EXERCISE REQUIREMENTS: For the entries below, state how many lines contain the string "street". Add nothing else.

SOURCE MATERIAL:

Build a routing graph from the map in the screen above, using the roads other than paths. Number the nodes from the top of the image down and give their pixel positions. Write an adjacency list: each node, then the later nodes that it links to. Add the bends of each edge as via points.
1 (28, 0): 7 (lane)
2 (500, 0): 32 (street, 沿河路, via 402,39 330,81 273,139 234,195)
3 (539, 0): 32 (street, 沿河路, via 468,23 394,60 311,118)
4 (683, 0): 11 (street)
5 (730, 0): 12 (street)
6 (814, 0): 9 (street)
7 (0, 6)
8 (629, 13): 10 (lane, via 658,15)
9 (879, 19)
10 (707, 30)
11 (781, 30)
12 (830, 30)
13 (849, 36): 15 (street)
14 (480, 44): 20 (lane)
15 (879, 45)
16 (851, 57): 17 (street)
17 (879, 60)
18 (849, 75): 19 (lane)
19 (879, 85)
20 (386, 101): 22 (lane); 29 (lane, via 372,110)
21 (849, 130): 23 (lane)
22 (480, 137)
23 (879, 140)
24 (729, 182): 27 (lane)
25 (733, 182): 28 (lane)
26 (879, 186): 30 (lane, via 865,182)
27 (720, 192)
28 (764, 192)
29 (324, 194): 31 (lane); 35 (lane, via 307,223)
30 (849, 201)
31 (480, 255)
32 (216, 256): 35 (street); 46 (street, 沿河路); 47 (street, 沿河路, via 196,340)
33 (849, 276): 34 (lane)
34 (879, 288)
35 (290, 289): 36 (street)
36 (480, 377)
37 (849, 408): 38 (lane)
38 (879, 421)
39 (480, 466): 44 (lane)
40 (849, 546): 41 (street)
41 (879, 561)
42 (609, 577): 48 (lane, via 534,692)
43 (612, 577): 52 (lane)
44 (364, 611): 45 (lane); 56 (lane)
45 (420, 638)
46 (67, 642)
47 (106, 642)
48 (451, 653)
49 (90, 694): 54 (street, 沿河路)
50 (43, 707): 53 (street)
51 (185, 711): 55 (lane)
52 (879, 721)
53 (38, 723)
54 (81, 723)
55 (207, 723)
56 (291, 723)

WRITTEN ANSWER: 12